Pour un exposé plus ample des moyens et prétentions des parties, la cour se réfère expressément aux conclusions sus visées en application des dispositions de l'article 455 du code de procédure civile.

MOTIFS DE LA DÉCISION

Sur le fond du litige

M. [V] soutient qu'au cours de la vie commune il a remboursé avec ses fonds propres des dettes qui étaient personnelles à Mme [W] d'un total de 15 511,61 euros composé de :

- une dette [10] auprès de l'étude d'huissier [9] pour 6 184,48 euros ;

- une dette prêt Union auprès de l'étude de Maître [Z] huissier de justice pour 2 970,21 euros ;

- une dette auprès du Trésor Public de 3 080 euros ;

- des dettes d'impôts de 1 000 et 2 000 euros ;

- une facture d'achat de pneus pour le véhicule personnel de Mme [W] auprès d'un garagiste pour un montant de 276,62 euros.

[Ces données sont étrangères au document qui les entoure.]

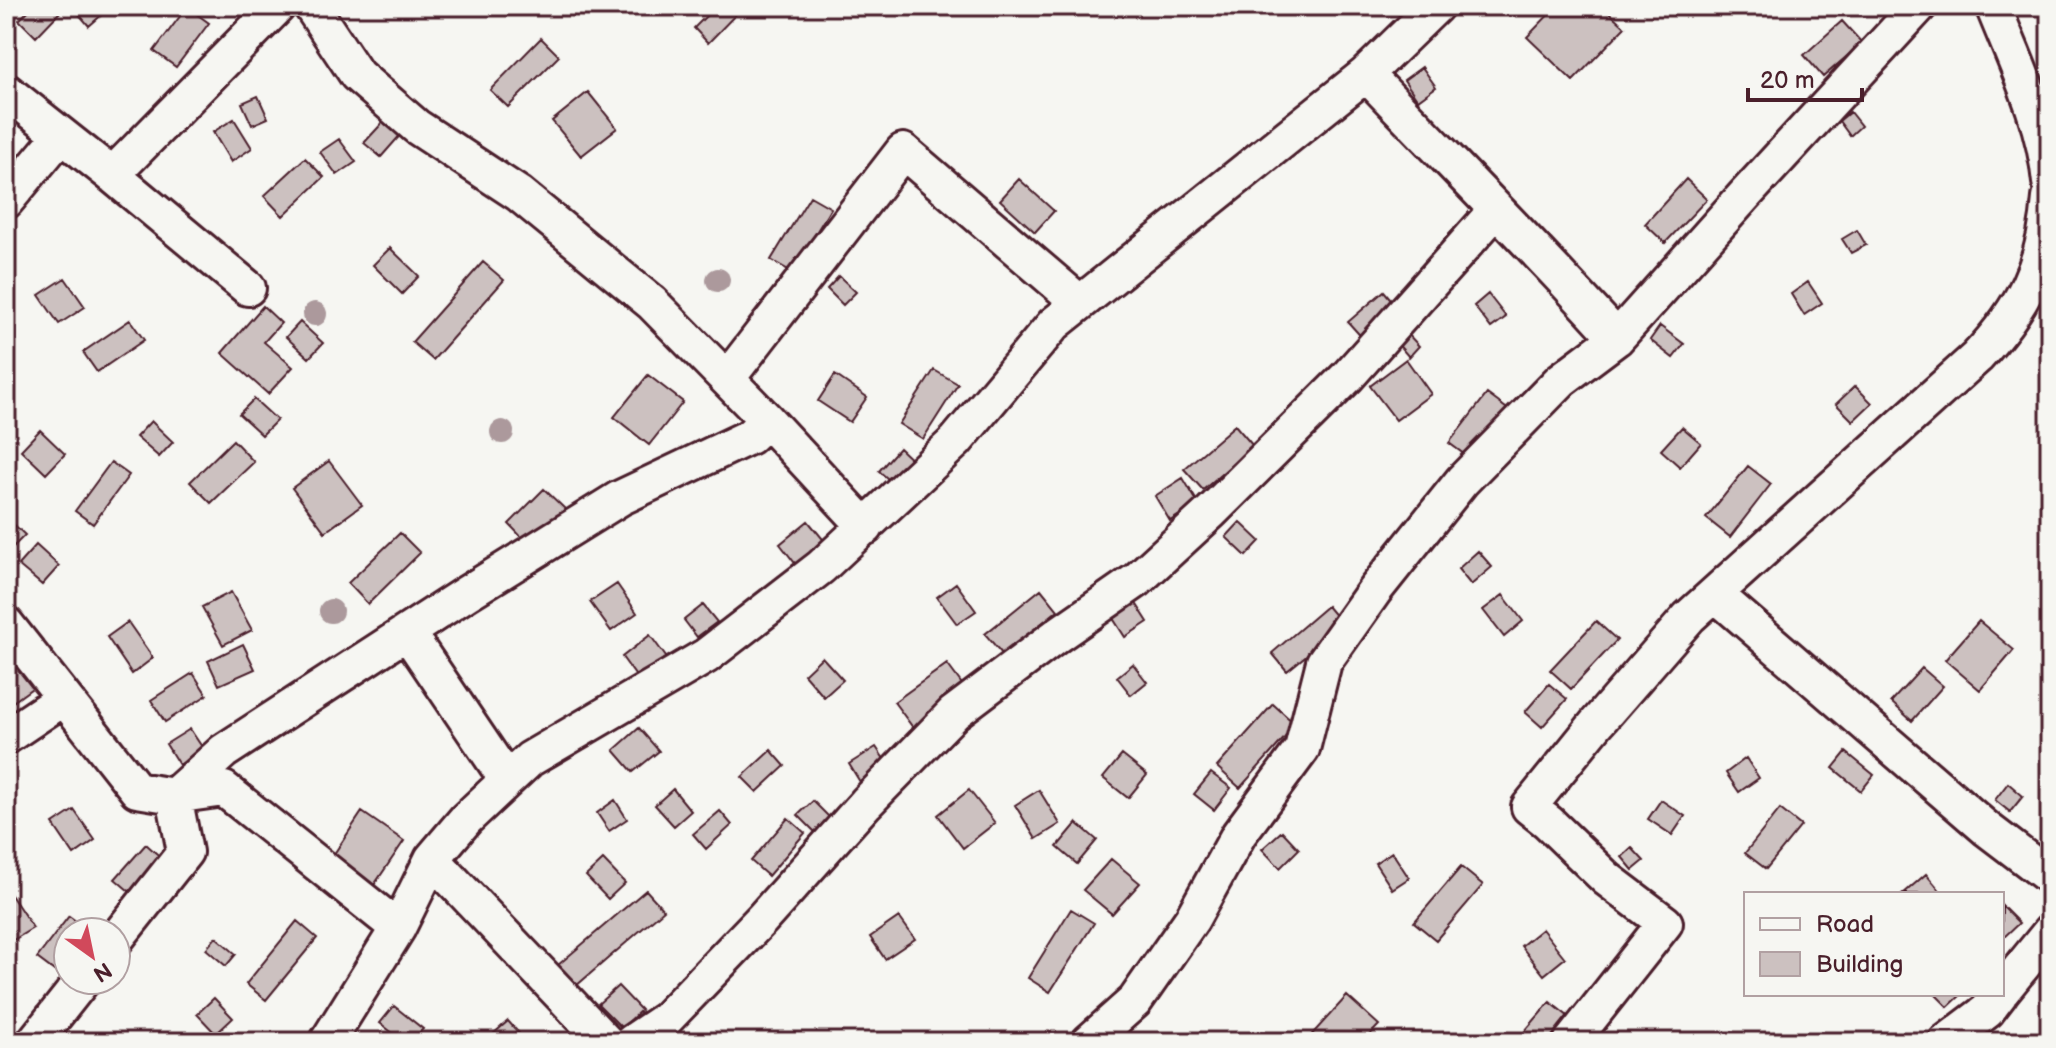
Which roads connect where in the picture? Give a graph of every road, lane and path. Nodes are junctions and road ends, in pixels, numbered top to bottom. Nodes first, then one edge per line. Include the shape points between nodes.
1 (278, 6) edge
2 (311, 6) edge
3 (1436, 6) edge
4 (1919, 6) edge
5 (1993, 6) edge
6 (1366, 74) junction
7 (6, 91) edge
8 (61, 135) junction
9 (112, 175) junction
10 (2050, 182) edge
11 (2050, 198) edge
12 (6, 201) edge
13 (1496, 210) junction
14 (248, 288) dead end
15 (1080, 303) junction
16 (1617, 338) junction
17 (727, 379) junction
18 (767, 420) junction
19 (866, 527) junction
20 (1715, 594) junction
21 (6, 624) edge
22 (407, 632) junction
23 (64, 698) junction
24 (6, 737) edge
25 (507, 780) junction
26 (174, 796) junction
27 (432, 859) junction
28 (2050, 877) edge
29 (132, 919) edge
30 (398, 928) junction
31 (2050, 932) edge
32 (2004, 989) edge
33 (70, 996) edge
34 (1999, 996) edge
35 (674, 1031) edge
36 (34, 1042) edge
37 (327, 1042) edge
38 (606, 1042) edge
39 (632, 1042) edge
40 (1089, 1042) edge
41 (1571, 1042) edge
42 (1946, 1042) edge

M. [V] reproche au premier juge d'avoir écarté l'application de l'article 1346 du code civil permettant une subrogation légale en faisant une lecture incorrecte de ces dispositions qui n'exigent pas une libération totale par le solvens libérant le débiteur principal, celle-ci pouvant être partielle, et en retenant que la seconde condition liée à l'existence d'un intérêt légitime au paiement n'était pas remplie, alors que l'appelant estime avoir eu un intérêt légitime à mettre fin au climat de poursuites planant sur le couple, ce qui explique qu'il a consenti ces différents paiements pour sa concubine.

M. [V] conteste enfin les affirmations de Mme [W], et la fiabilité des attestations des employés placés sous son autorité et qui au surplus n'étaient pas témoins de la vie quotidienne du couple, qu'elle produit aux débats, tendant à démontrer qu'il ne participait en rien aux dépenses de la vie courante du couple.

Mme [W] conclut à la confirmation du jugement.

Elle adhère à l'application de l'article 1346 du code civil faite par le juge aux affaires familiales relevant que le simple concubinage n'est pas suffisant pour établir l'intérêt légitime exigé par le texte, aucune solidarité légale n'existant entre concubins, et qu'ainsi il appartient au demandeur de rapporter la preuve que les sommes réglées étaient un prêt et non un don.

Mme [W] soutient que M. [V] l'a laissée seule faire face aux dépenses courantes du ménage, hormis un virement mensuel insuffisant de 400 euros, jusqu'à ce qu'elle lui demande d'aider en réglant les sommes réclamées au titre de sa participation au ménage, ce qu'il a accepté, ce qui selon elle constitue donc un don.

Mme [W] affirme que M. [V] vivait littéralement 'à ses crochets' comme cela était perceptible par leur entourage professionnel et familial et qu'elle en justifie par la production d'attestations.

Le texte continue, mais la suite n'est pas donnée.